29 Juli 2009   14:00 Diperbarui: 26 Juni 2015   19:53 730
+
Laporkan Konten
Laporkan Akun
Kompasiana adalah platform blog. Konten ini menjadi tanggung jawab bloger dan tidak mewakili pandangan redaksi Kompas.
Lihat foto
Bagikan ide kreativitasmu dalam bentuk konten di Kompasiana | Sumber gambar: Freepik

Ketika saya duduk di bangku SD (1960-1966) sarana yang paling utama untuk mendengar lagu populer adalah radio (yang ada "mata kucing"-nya yang berwarna hijau itu). Tape recorder masih merupakan barang langka, dan piringan hitam hanya dimiliki oleh orang-orang kaya.

Karena itu kalau kami hendak menyalin teks sebuah lagu (Ernie Johan, Patty Bersaudara, Tety Kadi dsb) maka yang kami andalkan adalah radio. Bila lagu yang kami senangi itu sedang diperdengarkan di radio dalam sebuah acara "pilihan pendengar", maka kami pun buru-buru mengambil pensil untuk mencatatnya. Tentu saja dalam satu kali mendengar, kami tak bisa mencatat seluruh teks lagu. Kami harus menunggu sampai lagu tersebut diperdengarkan kembali di radio. Cilakanya pada masa itu stasiun radio hanyalah RRI. Karena itu untuk berhasil mencatat teks sebuah lagu secara lengkap dan benar dibutuhkan waktu beberapa hari. Dan karena itu juga, pinsil dan buku catatan selalu harus stand-by di dekat radio.

Adakalanya juga kalau nasib sedang baik, kami menemukan teks lagu tersebut di halaman hiburan koran mingguan. Biasanya koran juga menyelenggarakan rubrik "pilihan pendengar". Tapi alih-alih diperdengarkan, maka yang dimuat adalah teks lagu tersebut. Dan barulah di bawahnya menyusul nama siapa yang meminta lagu tersebut, kepada siapa hendak ditujukan, dan apa ucapannya. (Dari: Jaka Merana di Pondok Derita. Untuk: Si Dia. DU (dengan ucapan, maksudnya): Ada ubi ada talas. Kalau kirim lagu harap dibalas).

Untuk bisa dimuat dalam rubrik pilihan pendengar di koran, tentu saja kami harus mengirim kartu pos dengan disertai kupon yang digunting dari koran tersebut. Sama halnya seperti kita mengirim TTS. (Saya pernah mengirim kartu pos meminta lagu ke Radio Australia di Melbourne. Dua bulan kemudian karu pos saya dijawab dengan kartu pos Radio Australia yang ada gambar burung kokabura itu. Di sana dintakan bahwa lagu saya akan diputar--dan itu berarti nama saya akan disebut--pada hari, tanggal dan jam tertentu dua bulan mendatang. Bukan main senangnya hati saya. Dan sampai sekarang saya masih tetap menganggap itulah "one of the happiest days in my life").

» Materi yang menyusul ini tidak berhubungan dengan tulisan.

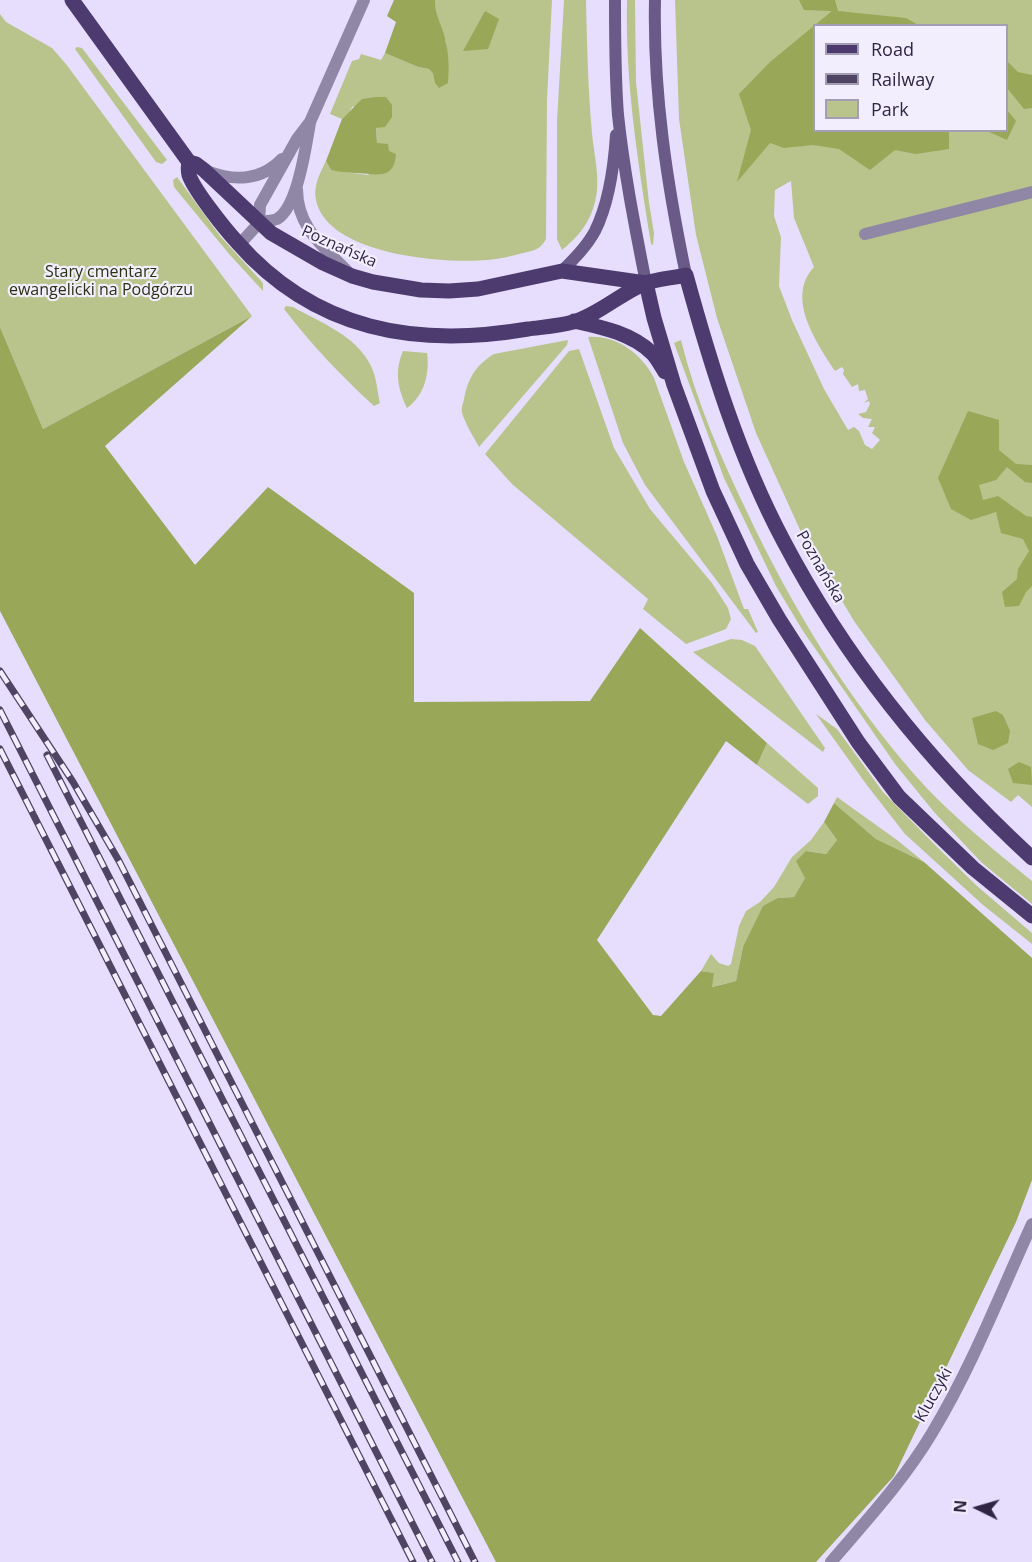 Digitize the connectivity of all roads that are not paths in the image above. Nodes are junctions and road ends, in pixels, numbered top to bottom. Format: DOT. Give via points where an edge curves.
graph roads {
  1 [pos="72,0"];
  2 [pos="364,0"];
  3 [pos="615,0"];
  4 [pos="655,0"];
  5 [pos="618,104"];
  6 [pos="310,122"];
  7 [pos="289,151"];
  8 [pos="189,162"];
  9 [pos="204,170"];
  10 [pos="299,179"];
  11 [pos="1032,192"];
  12 [pos="259,223"];
  13 [pos="865,234"];
  14 [pos="239,245"];
  15 [pos="562,271"];
  16 [pos="686,275"];
  17 [pos="352,276"];
  18 [pos="646,283"];
  19 [pos="574,321"];
  20 [pos="674,385"];
  21 [pos="1032,858"];
  22 [pos="1032,916"];
  23 [pos="1032,1224"];
  24 [pos="831,1562"];
  1 -- 8 [label="main road, Poznańska"];
  2 -- 6 [label="street"];
  3 -- 5 [label="main road"];
  4 -- 16 [label="main road" via="662,135"];
  5 -- 15 [label="main road" via="606,200 595,231"];
  5 -- 18 [label="main road" via="630,204"];
  6 -- 7 [label="street"];
  6 -- 10 [label="street"];
  7 -- 9 [label="street" via="268,171 253,177 232,178"];
  7 -- 12 [label="street" via="260,206"];
  8 -- 9 [label="main road, Poznańska"];
  8 -- 14 [label="main road, Poznańska" via="188,173 194,184"];
  9 -- 12 [label="main road, Poznańska"];
  10 -- 12 [label="street" via="288,206 278,218"];
  10 -- 17 [label="street" via="298,207 304,223"];
  11 -- 13 [label="street"];
  12 -- 14 [label="street"];
  12 -- 17 [label="main road, Poznańska" via="307,255"];
  14 -- 19 [label="main road, Poznańska" via="269,274 307,300 348,321 391,332 470,337"];
  15 -- 17 [label="main road, Poznańska" via="478,289 449,291 406,288"];
  15 -- 18 [label="main road, Poznańska"];
  16 -- 18 [label="main road, Poznańska"];
  16 -- 21 [label="main road, Poznańska" via="732,424 759,489 806,582 884,700 957,784"];
  18 -- 19 [label="main road, Poznańska"];
  18 -- 20 [label="main road, Poznańska"];
  19 -- 20 [label="main road, Poznańska" via="628,337 652,353"];
  20 -- 22 [label="main road, Poznańska" via="713,491 747,564 858,742 899,797 973,868"];
  23 -- 24 [label="street, Kluczyki" via="963,1378 931,1434 898,1483"];
} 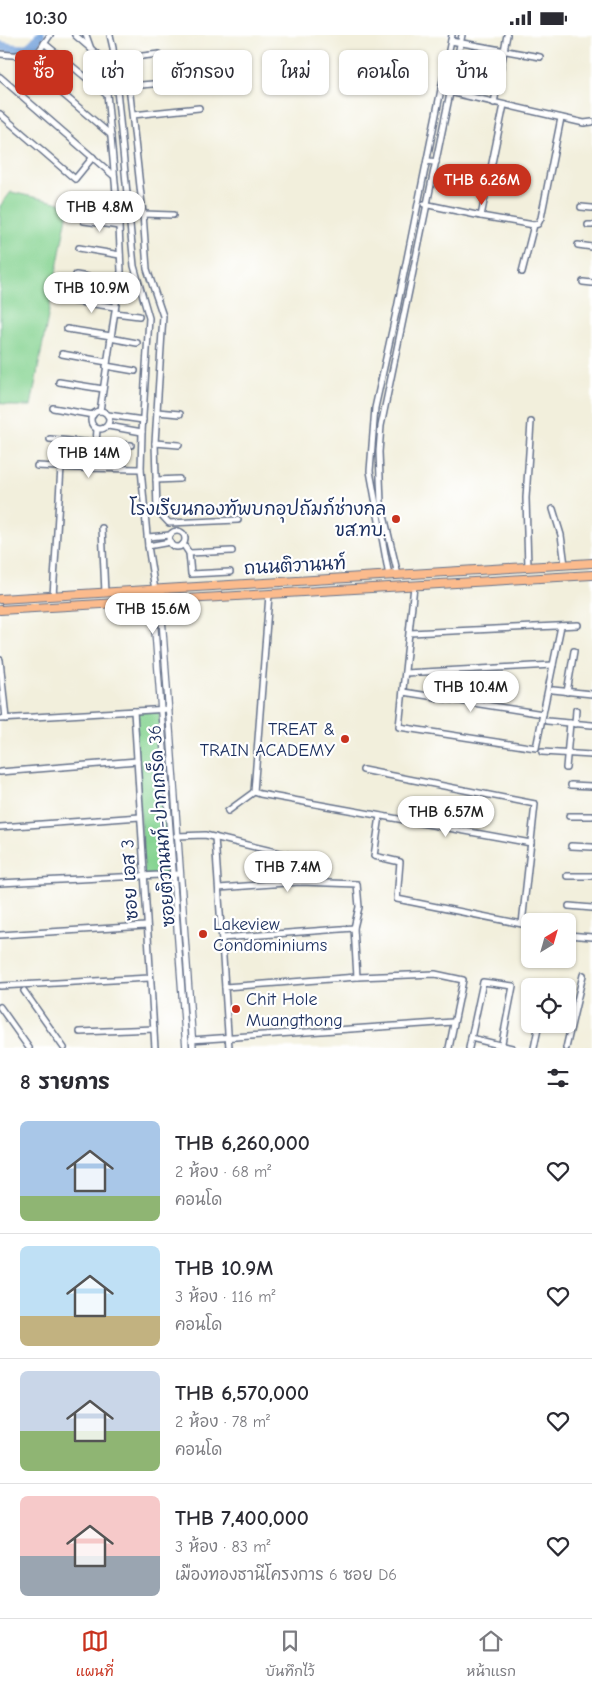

Mereka yang memiliki alat pemutar piringan hitam (namanya "pick-up") tentu saja jauh lebih beruntung. Mereka bisa menyalin teks lagu tersebut dari sampul piringan hitam. Atau, kalau pun tak menyalinnya, mereka bisa mentranskripsinya ketika piringan hitam tersebut diputar. Dan karena piringan hitam itu ada di hadapan mereka, maka mereka bisa memutarnya berkali-kali.

Atau, kalau kami punya duit, kami juga bisa membeli teks lagu di toko buku. Biasanya ada majalah (atau tepatnya "booklet") berukuran selembar kertas kwarto yang dilipat tiga berisi beberapa teks lagu populer. Booklet itu diberi judul seperti majalah: Nada Ria, Aneka Nada, Diskotik, dsb. Harganya relatif murah, hampir sama dengan sebatang pensil. Tapi karena majalah atau booklet itu diterbitkan di Pulau Jawa, tentu saja ketika tiba di kota kami--Medan--lagu populernya sudah relatif ketinggalan.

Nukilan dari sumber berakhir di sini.